■ **EXERCISE REQUIREMENTS**
Across the entries below, tally every line that holds the word "West". Give only the tally.

■ **DATA RECORDS**
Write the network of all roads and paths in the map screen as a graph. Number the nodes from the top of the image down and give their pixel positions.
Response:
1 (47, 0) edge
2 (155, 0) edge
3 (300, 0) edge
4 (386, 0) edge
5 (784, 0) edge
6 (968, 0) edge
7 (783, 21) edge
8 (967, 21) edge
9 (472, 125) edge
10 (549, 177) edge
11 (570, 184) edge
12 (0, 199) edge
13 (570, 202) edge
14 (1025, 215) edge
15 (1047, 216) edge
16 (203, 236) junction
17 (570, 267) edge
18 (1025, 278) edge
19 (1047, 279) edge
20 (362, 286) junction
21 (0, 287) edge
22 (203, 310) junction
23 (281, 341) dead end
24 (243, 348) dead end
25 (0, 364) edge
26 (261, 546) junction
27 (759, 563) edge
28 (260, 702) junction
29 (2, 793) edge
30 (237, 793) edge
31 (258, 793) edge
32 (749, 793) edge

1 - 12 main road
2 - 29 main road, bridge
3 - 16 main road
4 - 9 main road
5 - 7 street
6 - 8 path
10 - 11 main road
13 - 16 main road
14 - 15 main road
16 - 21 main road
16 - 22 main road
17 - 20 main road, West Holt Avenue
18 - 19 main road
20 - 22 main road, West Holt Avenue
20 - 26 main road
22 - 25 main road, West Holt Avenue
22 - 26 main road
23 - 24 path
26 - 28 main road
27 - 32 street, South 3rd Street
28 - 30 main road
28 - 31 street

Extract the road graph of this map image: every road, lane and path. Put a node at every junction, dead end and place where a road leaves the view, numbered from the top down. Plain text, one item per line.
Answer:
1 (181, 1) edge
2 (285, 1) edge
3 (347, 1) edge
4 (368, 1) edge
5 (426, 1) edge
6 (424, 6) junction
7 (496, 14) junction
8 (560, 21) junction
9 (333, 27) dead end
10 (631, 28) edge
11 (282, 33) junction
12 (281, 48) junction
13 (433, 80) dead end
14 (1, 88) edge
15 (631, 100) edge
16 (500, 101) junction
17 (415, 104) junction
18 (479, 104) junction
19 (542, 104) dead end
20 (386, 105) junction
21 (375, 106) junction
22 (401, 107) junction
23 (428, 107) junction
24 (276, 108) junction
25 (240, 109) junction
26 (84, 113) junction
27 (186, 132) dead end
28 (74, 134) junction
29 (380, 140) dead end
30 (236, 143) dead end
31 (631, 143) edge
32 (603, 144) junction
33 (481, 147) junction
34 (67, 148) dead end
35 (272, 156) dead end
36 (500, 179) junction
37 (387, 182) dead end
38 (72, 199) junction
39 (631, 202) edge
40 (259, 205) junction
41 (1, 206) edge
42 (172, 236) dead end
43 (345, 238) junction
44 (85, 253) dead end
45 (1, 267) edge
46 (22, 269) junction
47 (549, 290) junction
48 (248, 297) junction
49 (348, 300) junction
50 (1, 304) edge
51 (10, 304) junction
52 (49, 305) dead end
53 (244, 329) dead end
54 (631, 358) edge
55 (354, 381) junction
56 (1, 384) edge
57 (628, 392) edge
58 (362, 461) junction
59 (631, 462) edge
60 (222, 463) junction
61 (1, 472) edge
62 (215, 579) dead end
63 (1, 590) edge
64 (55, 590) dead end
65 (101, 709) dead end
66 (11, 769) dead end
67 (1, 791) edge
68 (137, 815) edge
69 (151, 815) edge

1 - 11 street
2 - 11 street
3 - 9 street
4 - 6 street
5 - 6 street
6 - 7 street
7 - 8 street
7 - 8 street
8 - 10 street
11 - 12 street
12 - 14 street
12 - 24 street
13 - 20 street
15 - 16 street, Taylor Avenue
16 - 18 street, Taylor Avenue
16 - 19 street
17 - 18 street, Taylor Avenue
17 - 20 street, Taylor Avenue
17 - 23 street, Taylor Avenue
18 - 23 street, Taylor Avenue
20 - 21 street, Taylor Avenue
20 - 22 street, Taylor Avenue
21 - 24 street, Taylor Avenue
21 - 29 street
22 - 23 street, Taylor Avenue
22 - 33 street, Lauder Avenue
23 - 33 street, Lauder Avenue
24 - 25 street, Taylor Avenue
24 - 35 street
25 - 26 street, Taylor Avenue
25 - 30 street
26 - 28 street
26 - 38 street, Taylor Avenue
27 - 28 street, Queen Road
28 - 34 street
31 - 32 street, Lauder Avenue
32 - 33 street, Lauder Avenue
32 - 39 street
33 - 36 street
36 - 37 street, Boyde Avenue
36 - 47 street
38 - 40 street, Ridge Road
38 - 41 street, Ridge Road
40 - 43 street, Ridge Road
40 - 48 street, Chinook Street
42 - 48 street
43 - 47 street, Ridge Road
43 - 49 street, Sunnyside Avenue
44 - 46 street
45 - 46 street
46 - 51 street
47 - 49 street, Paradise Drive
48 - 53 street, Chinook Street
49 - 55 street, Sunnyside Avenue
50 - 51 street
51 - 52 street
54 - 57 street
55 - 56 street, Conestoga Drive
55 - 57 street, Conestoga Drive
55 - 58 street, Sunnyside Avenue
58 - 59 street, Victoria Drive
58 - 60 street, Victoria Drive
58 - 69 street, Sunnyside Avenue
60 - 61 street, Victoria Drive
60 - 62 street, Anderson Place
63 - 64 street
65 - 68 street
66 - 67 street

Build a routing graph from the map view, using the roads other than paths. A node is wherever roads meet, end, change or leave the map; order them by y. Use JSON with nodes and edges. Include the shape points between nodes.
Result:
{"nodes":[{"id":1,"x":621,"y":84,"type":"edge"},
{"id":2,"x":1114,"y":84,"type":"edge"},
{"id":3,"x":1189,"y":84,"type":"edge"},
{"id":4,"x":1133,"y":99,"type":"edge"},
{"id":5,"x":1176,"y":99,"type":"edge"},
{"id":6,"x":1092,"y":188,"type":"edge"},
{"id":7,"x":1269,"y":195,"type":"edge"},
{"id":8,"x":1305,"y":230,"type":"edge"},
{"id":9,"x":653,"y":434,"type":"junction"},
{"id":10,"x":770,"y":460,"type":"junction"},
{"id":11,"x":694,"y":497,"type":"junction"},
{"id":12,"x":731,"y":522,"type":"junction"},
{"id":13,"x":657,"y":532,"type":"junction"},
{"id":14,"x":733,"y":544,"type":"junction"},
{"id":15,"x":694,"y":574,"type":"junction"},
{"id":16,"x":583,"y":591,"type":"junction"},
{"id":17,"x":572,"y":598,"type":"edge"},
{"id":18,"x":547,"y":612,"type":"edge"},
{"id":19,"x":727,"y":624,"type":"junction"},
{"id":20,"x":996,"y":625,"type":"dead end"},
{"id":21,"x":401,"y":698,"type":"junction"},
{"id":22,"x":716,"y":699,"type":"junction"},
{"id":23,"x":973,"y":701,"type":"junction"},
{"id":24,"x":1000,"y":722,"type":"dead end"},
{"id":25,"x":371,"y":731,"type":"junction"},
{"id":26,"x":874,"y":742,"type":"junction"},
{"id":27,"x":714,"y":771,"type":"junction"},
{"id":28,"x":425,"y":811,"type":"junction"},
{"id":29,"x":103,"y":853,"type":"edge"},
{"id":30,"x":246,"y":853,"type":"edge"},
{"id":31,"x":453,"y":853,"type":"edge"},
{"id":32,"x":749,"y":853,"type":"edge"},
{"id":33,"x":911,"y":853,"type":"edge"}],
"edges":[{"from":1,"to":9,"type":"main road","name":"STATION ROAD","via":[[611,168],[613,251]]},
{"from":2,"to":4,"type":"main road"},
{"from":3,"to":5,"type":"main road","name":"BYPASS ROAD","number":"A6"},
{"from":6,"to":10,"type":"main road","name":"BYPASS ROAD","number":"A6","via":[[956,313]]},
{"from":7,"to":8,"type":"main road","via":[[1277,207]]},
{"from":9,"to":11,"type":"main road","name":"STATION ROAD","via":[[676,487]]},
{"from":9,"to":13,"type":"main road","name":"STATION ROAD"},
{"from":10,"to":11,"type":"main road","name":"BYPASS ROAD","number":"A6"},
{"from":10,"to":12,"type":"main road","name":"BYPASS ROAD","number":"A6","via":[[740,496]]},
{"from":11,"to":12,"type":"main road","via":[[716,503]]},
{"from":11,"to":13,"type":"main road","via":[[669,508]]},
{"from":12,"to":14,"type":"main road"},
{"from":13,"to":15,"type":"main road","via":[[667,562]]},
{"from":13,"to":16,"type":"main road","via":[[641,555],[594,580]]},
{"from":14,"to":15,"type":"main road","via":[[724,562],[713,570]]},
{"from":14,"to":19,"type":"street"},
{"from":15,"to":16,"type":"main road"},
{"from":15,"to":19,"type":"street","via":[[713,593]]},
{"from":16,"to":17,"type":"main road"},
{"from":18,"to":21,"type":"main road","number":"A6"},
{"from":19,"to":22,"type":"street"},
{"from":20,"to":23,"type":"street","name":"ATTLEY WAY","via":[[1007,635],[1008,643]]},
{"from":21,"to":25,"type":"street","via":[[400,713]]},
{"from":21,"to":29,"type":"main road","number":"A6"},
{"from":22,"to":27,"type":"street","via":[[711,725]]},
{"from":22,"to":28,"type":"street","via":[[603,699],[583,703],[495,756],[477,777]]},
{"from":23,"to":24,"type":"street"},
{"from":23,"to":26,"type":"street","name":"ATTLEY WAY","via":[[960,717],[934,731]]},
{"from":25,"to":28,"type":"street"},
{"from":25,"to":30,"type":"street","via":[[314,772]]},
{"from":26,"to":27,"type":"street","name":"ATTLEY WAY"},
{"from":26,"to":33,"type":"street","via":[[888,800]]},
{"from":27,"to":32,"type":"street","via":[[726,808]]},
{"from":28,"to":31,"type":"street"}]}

■ **EXERCISE OUTPUT**
3